Pablo Llarena being sued in case put forward by exiled Catalan pro-independence leaders

Pablo Llarena on July 25 (ACN)
Pablo Llarena on July 25 (ACN) / ACN

ACN | Barcelona

August 30, 2018 07:54 PM

The Spanish government is allocating 545,000 euros in order to contract a law firm in Belgium for the defence of the Supreme Court judge Pablo Llarena, who has been overseeing the case against pro-independence leaders. He is being taken to court by pro-independence leaders in exile in the country.

Spain’s president Pedro Sánchez recently came out in defense of the Supreme Court judge summoned to appear in a Belgian court as part of a lawsuit brought by Catalan independence leaders in exile. “It’s not a private matter but one of state,” said Sánchez.

While on a visit to Chile, Sánchez said that defending judge Pablo Llarena is a defense of the Spanish judiciary: “The State must defend the jurisdictional sovereignty of Spain when it is questioned, which the government has been clear about since the beginning,” he added.

Llarena has been summoned to appear in a Belgian court on September 4. Former Catalan president Carles Puigdemont and four of his ex-ministers are suing Llarena for violating their presumption of innocence in the case against those involved in last year’s independence bid.

Controversy over lawsuit

The issue of the lawsuit against the judge took a controversial twist when some media outlets reported that comments made by Llarena, upon which much of the suit is based, were wrongly translated and attributed words to the judge that he did not say.

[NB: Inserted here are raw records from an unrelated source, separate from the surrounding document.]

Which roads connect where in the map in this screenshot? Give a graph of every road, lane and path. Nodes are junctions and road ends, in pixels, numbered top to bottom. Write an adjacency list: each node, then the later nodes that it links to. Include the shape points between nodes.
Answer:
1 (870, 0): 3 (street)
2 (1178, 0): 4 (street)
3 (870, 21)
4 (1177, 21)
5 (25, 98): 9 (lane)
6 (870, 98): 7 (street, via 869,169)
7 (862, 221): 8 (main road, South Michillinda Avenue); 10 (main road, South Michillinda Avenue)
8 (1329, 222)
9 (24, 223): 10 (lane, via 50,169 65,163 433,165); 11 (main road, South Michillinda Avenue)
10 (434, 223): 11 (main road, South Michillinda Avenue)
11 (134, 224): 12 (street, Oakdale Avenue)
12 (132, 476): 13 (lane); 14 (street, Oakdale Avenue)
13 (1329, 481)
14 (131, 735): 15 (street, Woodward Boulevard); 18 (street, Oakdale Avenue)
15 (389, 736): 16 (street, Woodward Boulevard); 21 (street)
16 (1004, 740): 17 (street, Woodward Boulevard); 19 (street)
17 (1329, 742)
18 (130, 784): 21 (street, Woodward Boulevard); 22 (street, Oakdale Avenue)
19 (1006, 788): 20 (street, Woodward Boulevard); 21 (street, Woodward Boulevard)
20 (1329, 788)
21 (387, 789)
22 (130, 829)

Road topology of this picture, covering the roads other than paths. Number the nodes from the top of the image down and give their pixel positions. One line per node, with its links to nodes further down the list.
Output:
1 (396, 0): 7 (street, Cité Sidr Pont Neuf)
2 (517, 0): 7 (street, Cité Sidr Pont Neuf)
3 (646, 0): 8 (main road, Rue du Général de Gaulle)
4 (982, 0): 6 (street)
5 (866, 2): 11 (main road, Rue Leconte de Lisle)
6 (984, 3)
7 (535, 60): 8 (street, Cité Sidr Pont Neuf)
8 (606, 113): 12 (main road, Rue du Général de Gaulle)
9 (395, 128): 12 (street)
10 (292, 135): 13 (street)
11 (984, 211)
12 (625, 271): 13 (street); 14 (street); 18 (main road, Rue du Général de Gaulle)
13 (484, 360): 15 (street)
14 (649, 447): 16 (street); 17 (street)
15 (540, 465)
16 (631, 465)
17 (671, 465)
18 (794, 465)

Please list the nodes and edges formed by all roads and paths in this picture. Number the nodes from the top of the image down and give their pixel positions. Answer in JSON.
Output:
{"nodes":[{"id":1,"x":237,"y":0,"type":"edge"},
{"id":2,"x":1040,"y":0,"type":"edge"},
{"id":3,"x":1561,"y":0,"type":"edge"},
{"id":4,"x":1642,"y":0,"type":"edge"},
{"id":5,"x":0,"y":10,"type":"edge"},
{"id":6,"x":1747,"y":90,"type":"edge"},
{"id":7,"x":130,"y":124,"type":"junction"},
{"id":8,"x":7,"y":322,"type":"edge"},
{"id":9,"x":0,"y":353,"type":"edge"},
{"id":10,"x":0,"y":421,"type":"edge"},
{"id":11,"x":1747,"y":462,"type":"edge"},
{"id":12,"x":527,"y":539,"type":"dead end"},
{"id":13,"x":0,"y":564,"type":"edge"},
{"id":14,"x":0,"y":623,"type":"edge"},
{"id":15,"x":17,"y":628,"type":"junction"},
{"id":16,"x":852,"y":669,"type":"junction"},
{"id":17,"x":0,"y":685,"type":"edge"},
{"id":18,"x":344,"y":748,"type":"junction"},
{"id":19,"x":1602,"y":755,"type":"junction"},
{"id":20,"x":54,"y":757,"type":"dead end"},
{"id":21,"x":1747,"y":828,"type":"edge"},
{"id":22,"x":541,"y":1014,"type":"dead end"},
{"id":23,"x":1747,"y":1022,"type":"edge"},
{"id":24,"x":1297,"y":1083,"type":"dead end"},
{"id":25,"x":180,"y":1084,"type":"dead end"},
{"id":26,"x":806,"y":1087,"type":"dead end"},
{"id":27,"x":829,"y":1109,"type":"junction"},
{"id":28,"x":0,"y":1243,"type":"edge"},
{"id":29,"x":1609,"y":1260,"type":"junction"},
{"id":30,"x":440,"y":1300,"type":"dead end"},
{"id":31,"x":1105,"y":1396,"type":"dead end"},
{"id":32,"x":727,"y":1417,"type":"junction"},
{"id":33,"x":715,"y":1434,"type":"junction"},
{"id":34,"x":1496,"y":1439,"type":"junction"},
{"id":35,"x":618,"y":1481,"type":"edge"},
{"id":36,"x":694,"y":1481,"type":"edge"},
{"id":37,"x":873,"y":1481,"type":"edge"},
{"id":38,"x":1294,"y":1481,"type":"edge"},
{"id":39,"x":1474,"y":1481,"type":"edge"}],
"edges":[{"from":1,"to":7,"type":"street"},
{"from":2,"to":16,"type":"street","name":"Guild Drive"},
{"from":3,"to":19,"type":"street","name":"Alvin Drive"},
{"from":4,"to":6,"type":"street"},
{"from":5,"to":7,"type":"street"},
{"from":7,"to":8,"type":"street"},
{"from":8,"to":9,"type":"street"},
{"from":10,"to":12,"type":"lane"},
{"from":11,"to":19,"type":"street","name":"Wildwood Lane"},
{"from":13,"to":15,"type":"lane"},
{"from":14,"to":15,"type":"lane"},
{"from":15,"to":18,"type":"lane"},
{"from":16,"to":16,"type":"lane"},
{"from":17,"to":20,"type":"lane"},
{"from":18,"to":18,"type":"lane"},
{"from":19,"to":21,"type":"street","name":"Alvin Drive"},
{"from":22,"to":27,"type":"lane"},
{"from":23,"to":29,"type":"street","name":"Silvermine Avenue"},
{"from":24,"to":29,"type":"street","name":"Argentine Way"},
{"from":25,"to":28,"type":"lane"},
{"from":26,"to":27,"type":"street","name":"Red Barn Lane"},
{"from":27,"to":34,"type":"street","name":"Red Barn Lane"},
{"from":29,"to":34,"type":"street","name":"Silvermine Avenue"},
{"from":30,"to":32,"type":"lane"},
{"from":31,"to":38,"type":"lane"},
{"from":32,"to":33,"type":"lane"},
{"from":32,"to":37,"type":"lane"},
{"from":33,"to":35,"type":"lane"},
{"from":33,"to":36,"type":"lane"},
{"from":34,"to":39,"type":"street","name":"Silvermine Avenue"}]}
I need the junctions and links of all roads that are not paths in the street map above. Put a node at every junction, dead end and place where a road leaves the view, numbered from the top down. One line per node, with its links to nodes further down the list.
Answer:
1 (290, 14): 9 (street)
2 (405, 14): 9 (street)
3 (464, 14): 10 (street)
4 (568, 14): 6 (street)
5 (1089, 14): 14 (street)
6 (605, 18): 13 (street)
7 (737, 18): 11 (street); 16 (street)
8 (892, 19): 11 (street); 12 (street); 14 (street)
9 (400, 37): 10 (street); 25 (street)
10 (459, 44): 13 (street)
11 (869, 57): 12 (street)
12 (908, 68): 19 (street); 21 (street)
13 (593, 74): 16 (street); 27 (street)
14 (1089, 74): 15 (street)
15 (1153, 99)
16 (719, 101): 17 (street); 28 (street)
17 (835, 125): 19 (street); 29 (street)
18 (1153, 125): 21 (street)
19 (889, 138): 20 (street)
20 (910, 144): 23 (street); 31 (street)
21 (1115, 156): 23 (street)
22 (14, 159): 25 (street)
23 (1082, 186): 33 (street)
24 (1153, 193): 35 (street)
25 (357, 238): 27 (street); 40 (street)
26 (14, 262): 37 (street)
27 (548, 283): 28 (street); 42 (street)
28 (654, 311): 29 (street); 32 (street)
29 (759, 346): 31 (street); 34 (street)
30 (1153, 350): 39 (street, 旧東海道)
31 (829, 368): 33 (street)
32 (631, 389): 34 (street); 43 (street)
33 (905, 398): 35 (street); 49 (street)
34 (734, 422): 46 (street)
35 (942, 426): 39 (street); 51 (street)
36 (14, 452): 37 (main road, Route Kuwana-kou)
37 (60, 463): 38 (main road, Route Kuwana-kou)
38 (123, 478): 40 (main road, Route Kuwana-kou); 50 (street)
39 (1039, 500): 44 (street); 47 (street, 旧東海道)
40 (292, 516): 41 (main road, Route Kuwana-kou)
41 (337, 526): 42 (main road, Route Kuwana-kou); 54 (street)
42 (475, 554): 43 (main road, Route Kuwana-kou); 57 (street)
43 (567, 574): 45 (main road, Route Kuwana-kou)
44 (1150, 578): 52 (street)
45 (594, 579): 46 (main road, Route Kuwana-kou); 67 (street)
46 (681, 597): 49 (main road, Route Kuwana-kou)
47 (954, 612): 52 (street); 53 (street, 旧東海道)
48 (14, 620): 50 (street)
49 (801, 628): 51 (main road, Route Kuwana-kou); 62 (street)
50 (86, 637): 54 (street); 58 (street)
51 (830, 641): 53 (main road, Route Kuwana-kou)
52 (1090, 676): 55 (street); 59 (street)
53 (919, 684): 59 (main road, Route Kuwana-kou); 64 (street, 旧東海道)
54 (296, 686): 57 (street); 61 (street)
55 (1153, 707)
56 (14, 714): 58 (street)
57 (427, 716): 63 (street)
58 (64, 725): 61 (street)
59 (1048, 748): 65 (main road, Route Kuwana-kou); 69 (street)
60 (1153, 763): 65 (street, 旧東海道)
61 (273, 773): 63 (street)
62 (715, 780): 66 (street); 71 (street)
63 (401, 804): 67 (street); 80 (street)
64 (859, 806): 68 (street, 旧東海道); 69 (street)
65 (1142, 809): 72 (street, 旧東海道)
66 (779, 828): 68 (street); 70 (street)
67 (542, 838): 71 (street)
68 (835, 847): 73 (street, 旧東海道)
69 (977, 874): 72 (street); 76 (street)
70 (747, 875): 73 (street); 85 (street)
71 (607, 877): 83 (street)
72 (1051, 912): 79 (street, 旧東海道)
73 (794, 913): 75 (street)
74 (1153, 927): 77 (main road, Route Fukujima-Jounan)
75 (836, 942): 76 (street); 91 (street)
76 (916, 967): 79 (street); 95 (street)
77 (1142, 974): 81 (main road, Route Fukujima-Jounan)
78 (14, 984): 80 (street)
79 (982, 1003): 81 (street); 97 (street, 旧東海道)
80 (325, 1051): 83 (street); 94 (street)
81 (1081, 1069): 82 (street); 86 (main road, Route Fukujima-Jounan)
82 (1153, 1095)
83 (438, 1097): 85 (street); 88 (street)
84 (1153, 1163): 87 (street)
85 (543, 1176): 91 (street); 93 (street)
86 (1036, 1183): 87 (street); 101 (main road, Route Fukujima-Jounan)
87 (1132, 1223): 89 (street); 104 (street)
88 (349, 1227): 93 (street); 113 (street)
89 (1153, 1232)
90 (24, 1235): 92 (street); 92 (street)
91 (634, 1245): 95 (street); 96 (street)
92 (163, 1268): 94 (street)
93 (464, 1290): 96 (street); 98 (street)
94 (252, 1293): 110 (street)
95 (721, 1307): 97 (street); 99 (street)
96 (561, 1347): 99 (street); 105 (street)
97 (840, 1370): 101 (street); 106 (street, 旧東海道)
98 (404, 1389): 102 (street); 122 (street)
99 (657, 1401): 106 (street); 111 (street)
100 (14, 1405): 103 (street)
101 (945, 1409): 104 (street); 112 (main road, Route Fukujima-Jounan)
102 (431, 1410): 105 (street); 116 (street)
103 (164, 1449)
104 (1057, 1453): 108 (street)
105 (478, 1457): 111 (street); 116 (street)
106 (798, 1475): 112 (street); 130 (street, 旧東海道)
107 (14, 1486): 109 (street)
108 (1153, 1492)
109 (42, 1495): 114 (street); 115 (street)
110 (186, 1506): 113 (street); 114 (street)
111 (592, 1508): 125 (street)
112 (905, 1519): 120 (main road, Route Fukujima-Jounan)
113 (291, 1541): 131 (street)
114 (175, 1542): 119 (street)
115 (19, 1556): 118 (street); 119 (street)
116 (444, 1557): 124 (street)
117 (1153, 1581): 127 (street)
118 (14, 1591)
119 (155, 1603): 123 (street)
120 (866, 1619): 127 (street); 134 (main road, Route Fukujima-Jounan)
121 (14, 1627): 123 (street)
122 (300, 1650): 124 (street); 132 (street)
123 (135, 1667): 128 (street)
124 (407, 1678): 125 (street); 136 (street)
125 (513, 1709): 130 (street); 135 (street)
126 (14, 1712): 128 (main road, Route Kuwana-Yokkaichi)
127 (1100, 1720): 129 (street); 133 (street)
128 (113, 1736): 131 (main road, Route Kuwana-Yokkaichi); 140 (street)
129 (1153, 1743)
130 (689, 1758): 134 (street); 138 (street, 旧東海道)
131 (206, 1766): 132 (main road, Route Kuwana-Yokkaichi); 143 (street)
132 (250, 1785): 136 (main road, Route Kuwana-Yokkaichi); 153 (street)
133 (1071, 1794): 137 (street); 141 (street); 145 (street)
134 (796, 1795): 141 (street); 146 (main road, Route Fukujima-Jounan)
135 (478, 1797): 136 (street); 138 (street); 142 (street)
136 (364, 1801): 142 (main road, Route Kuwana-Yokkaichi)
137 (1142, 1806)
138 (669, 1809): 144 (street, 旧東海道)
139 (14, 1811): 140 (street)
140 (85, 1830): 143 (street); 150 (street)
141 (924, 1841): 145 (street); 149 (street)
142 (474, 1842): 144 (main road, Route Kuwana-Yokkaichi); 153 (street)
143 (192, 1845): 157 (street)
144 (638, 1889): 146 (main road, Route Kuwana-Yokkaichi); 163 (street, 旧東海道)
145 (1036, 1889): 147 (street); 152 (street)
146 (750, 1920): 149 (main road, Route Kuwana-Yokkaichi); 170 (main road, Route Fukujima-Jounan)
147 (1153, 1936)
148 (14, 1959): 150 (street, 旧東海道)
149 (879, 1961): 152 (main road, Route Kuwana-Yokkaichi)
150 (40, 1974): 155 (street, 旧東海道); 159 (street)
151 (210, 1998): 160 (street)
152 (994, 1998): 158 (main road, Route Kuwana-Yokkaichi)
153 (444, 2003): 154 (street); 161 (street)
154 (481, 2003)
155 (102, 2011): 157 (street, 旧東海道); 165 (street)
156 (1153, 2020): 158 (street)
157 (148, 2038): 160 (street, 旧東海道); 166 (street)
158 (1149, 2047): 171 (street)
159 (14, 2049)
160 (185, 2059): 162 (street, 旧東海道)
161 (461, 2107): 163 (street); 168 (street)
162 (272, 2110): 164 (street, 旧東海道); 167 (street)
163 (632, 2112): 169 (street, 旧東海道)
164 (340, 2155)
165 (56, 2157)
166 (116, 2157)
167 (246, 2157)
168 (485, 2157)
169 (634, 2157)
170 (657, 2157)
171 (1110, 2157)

The translation of the evidence into French, so it could be presented to the Belgian court, makes it appear that Llarena had said that the Catalan leaders under investigation were guilty, when in fact he qualified his statements in the conditional tense.

The lawyer defending the exiled leaders, Gonzalo Boye, played down the controversy, arguing it was “an error of translation” and that the court would be duly informed. Boye also pointed out that “no one said anything” when the Spanish authorities sent incomplete translations to Germany during the attempt to extradite Puigdemont.